A Request needs a routing system to find its way

This is the third post of the Symfony2 components series, and this time we are going to cover the Routing component, which maps an HTTP request to a set of configuration variables, which can then be used to execute code using PHP callables. The component simplifies the task of defining friendly URLs, without having to worry about complex and cryptic .htaccess files – hurray!.

The Routing component

The component provides a routing mechanism split in four main parts:

  • RouteCollection: A collection of routes, which map URLs to a set of variables. A RouteCollection represents a set of Route instances.
  • RequestContext: The component maps URLs, so it needs the request information to match a route. The RequestContext holds information about the current request.
  • UrlMatcher: The UrlMatcher matches a URL based on a collection of routes – RouteCollection – and a RequestContext.
  • UrlGenerator: Generates URLs based on a collection of routes, so instead of using /about in our routes, we generate the path using the route name ‘about’. That way, if the path changes tomorrow, all links will be still valid.

Simple example

As always, the best way to understand how the component works is through an example.  I’ll define a collection with two routes, create a RequestContext – basically is the current Request – and finally execute the match expecting an array of values.

use Symfony\Component\Routing\Matcher\UrlMatcher;
use Symfony\Component\Routing\RequestContext;
use Symfony\Component\Routing\RouteCollection;
use Symfony\Component\Routing\Route;
use Symfony\Component\HttpFoundation\Request;

$collection = new RouteCollection();

$collection->add('help', new Route('/help', array(
    'controller' => 'HelpController',
    'action' => 'indexAction'
)));
$collection->add('about', new Route('/about', array(
    'controller' => 'AboutController',
    'action' => 'indexAction'
)));
$context = new RequestContext();
$context->fromRequest(Request::createFromGlobals());
$matcher = new UrlMatcher($collection, $context);
print_r($matcher->match('/help'));

As a result, we get an array containing the default parameter values of the matched route:

Array
(
    [controller] => HelpController
    [action] => indexAction
    [_route] => help
)

Then, the controller and the action parameters can be used to execute the method indexAction() located in the HelpController class:

call_user_func_array(array($controller, $action), array());

But, what if we want to have placeholders in the URL to match both /users/john and /users/peter?
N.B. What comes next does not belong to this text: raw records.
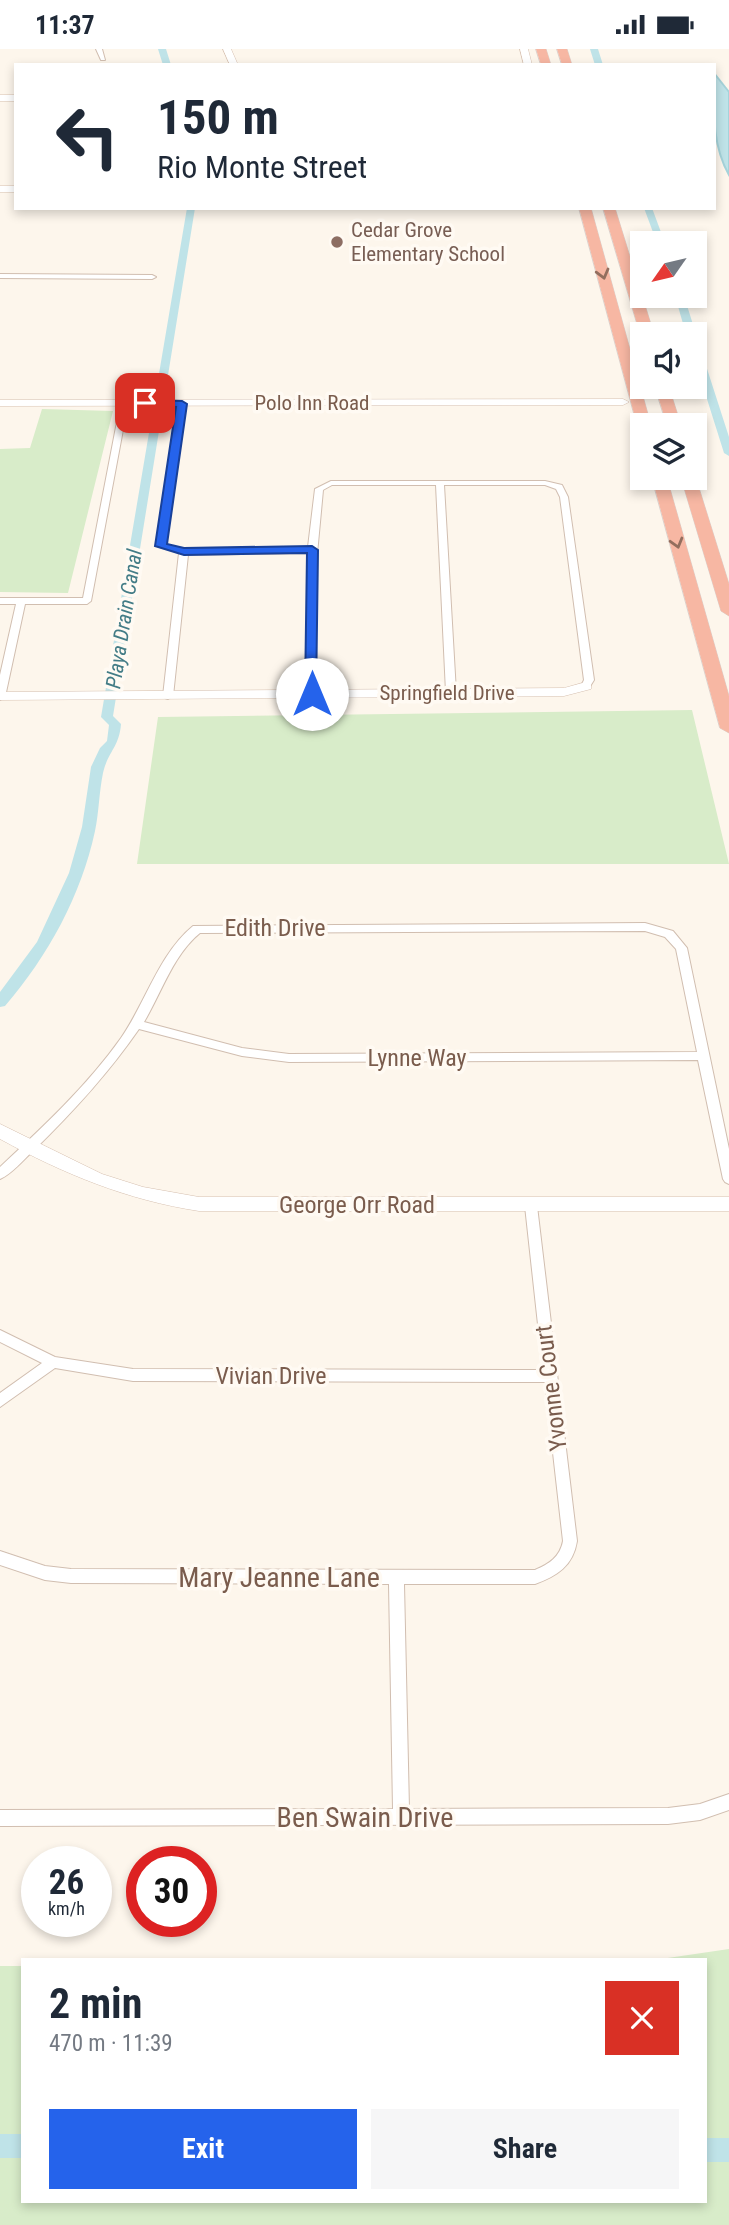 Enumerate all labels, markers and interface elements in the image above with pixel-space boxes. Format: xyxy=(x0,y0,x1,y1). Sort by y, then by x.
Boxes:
text: 11:37 xyxy=(35,10,95,40)
text: 150 m xyxy=(157,89,279,146)
icon: left xyxy=(42,91,133,182)
text: Rio Monte Street xyxy=(157,148,367,186)
place label: Cedar Grove Elementary School xyxy=(351,218,505,266)
north arrow xyxy=(630,231,707,308)
map controls xyxy=(630,231,707,490)
marker: Cedar Grove Elementary School xyxy=(329,234,345,250)
one-way arrow xyxy=(595,268,609,280)
button: sound xyxy=(630,322,707,399)
pin xyxy=(115,373,175,433)
icon: arrive xyxy=(126,384,164,422)
street label: Polo Inn Road xyxy=(255,391,369,415)
button: layers xyxy=(630,413,707,490)
one-way arrow xyxy=(669,537,684,549)
water label: Playa Drain Canal xyxy=(101,547,147,690)
position arrow xyxy=(275,657,349,731)
street label: Springfield Drive xyxy=(379,681,515,705)
street label: Edith Drive xyxy=(224,914,326,942)
street label: Lynne Way xyxy=(367,1044,467,1072)
street label: George Orr Road xyxy=(279,1191,435,1219)
street label: Yvonne Court xyxy=(529,1323,573,1453)
street label: Vivian Drive xyxy=(215,1362,327,1390)
street label: Mary Jeanne Lane xyxy=(178,1561,380,1594)
street label: Ben Swain Drive xyxy=(277,1801,453,1834)
speed limit sign: 30 xyxy=(126,1846,217,1937)
text: 26 xyxy=(49,1862,84,1903)
text: km/h xyxy=(48,1898,85,1919)
text: 2 min xyxy=(49,1979,142,2028)
button: close xyxy=(605,1981,679,2055)
text: 470 m · 11:39 xyxy=(49,2030,173,2057)
button: Exit xyxy=(49,2109,357,2189)
button: Share xyxy=(371,2109,679,2189) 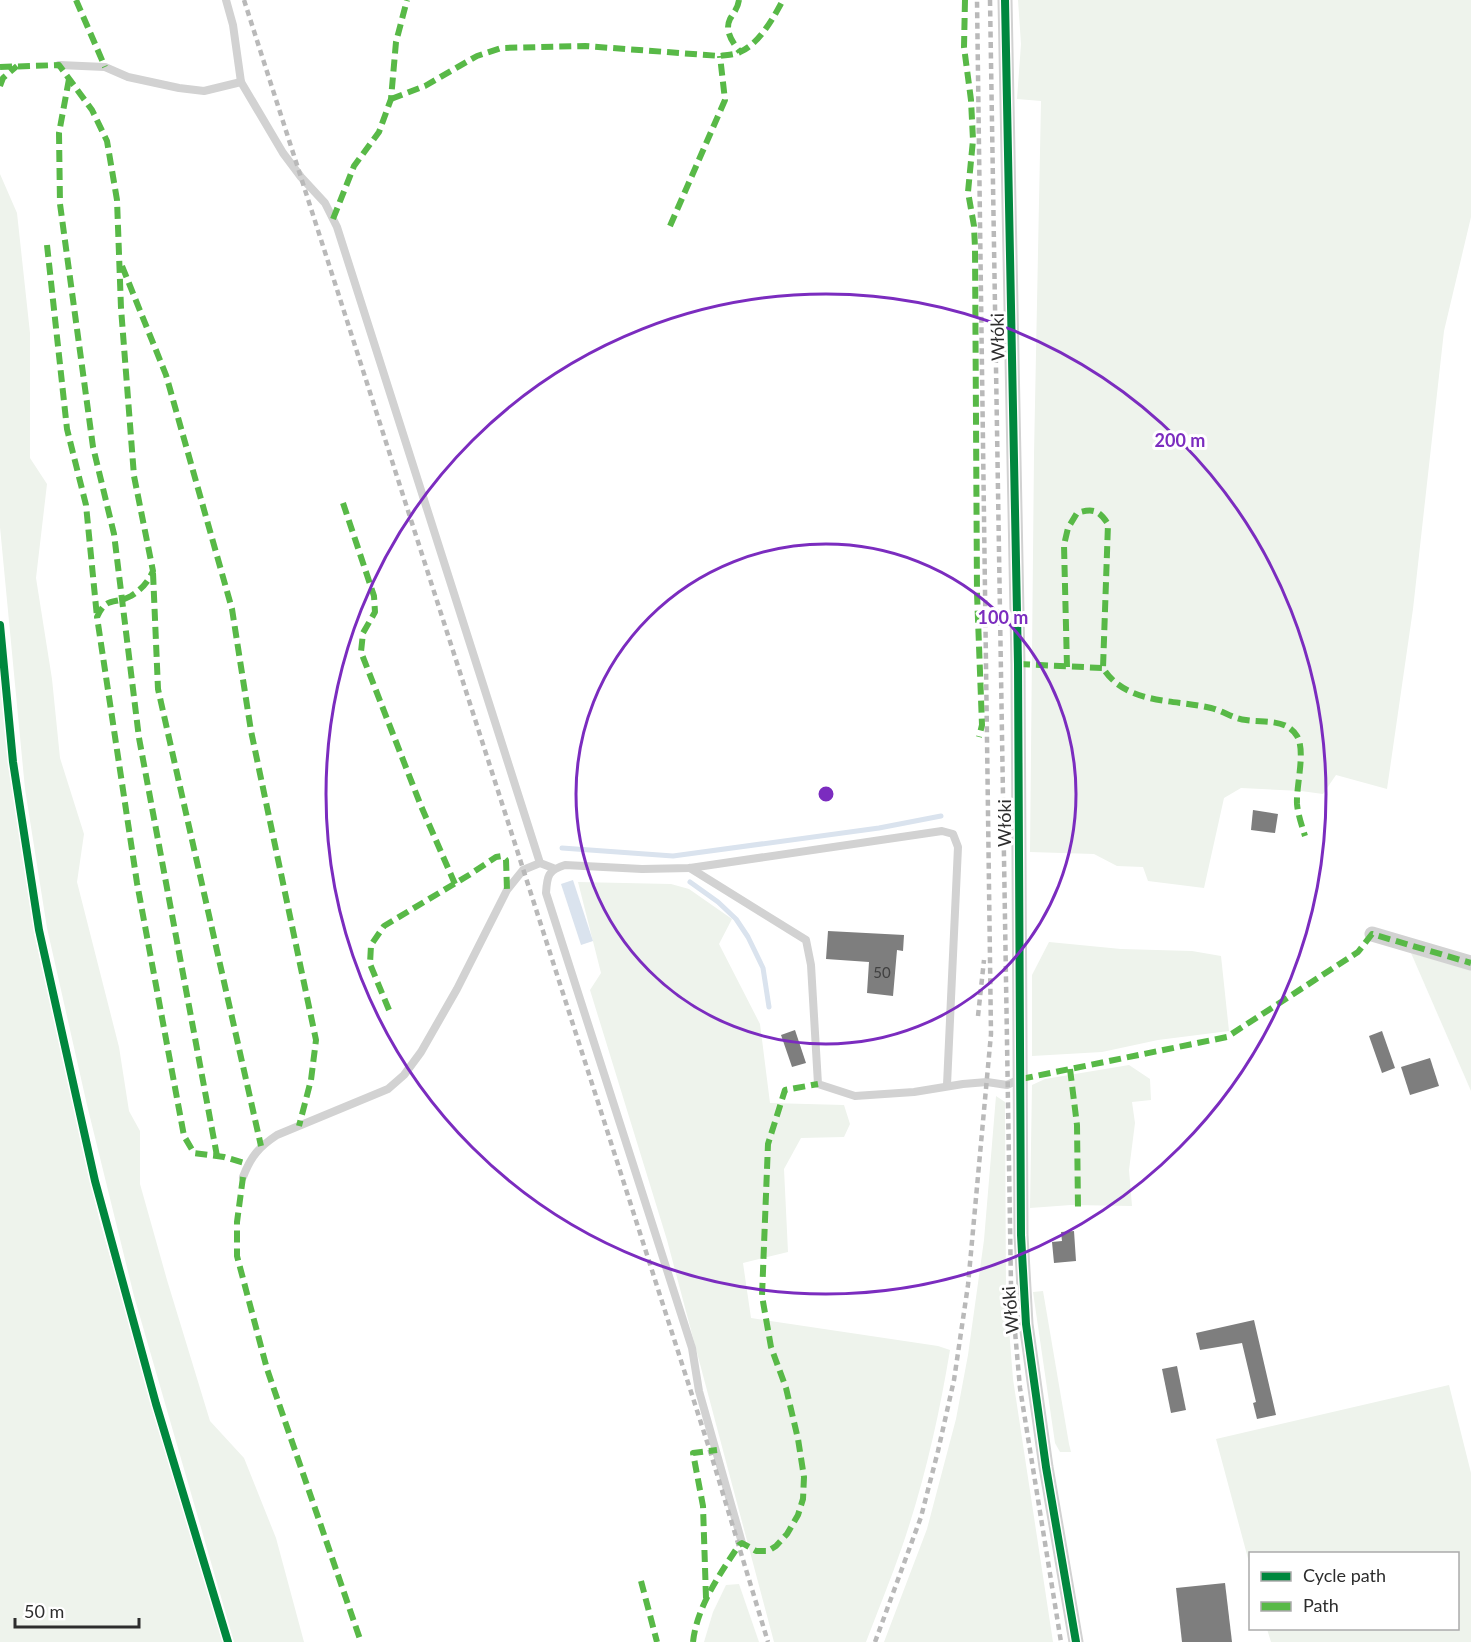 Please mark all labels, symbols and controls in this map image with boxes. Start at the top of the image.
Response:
street label: Włóki [986,313,1008,361]
text: 200 m [1155,429,1205,451]
text: 100 m [978,606,1028,628]
centre of rings [816,784,836,804]
street label: Włóki [993,799,1015,847]
house number: 50 [873,963,891,981]
street label: Włóki [997,1285,1023,1335]
legend [1249,1552,1459,1630]
text: Cycle path [1303,1564,1386,1586]
scale bar [15,1591,140,1629]
text: Path [1303,1594,1339,1616]
text: 50 m [24,1600,64,1622]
That’s easy:

$collection->add('user_profile', new Route('/users/{username}', array(
    'controller' => 'UserController',
    'action' => 'profileAction'
)));
...
print_r($matcher->match('/users/peter'));

Will return:

Array
(
    [controller] => UserController
    [action] => profileAction
    [username] => peter
    [_route] => user_profile
)

Then, parameters can be passed to the required action:

$params = $matcher->match('/users/peter'));
call_user_func_array(array($params['controller'], $params['action']), array($params['username']));

Routes accept extra parameters to add constraints, for example, to validate usernames. If your application allows usernames with a length between 3 and 15 characters, the restriction can be added in the routing:

$collection->add('user_profile', new Route('/users/{username}', array(
    'controller' => 'UserController',
    'action' => 'profileAction'
), array('username' => '.{1,10}')));

Other restrictions can be applied to enforce an schema (http, https…), HTTP method (GET, POST, PUT…) or even enforce a host matching. Finally, generating a user’s profile URL is as simple as this:

use Symfony\Component\Routing\Generator\UrlGenerator;

$generator = new UrlGenerator($collection, $context);

echo $generator->generate('user_profile', array(
    'username' => 'peter'
)); // prints '/users/peter'

Performance

Okay, this is cool, but… what price do we have to pay? Obviously, having some code parsing every single request coming to our application adds an overhead. Looking carefully at the method that actually does the match, makes it clear that as number of routes increase, the overhead can be quite considerable:

// Symfony\Component\Routing\Matcher\UrlMatcher

protected function matchCollection($pathinfo, RouteCollection $routes)
{
    foreach ($routes as $name => $route) {
        $compiledRoute = $route->compile();

        // check the static prefix of the URL first. Only use the more expensive preg_match when it matches
        if ('' !== $compiledRoute->getStaticPrefix() && 0 !== strpos($pathinfo, $compiledRoute->getStaticPrefix())) {
            continue;
        }

        if (!preg_match($compiledRoute->getRegex(), $pathinfo, $matches)) {
            continue;
        }

        $hostMatches = array();
        if ($compiledRoute->getHostRegex() && !preg_match($compiledRoute->getHostRegex(), $this->context->getHost(), $hostMatches)) {
            continue;
        }

        // check HTTP method requirement
        if ($req = $route->getRequirement('_method')) {
            // HEAD and GET are equivalent as per RFC
            if ('HEAD' === $method = $this->context->getMethod()) {
                $method = 'GET';
            }

            if (!in_array($method, $req = explode('|', strtoupper($req)))) {
                $this->allow = array_merge($this->allow, $req);

                continue;
            }
        }

        $status = $this->handleRouteRequirements($pathinfo, $name, $route);

        if (self::ROUTE_MATCH === $status[0]) {
            return $status[1];
        }

        if (self::REQUIREMENT_MISMATCH === $status[0]) {
            continue;
        }

        return $this->getAttributes($route, $name, array_replace($matches, $hostMatches));
    }
}

The matcher iterates over all the routes of the collection, compile them and then start matching the URL. The compile process convert a Route into a CompiledRoute, which is optimized to perform matches. Basically, generates a single regular expression based on the route requirements.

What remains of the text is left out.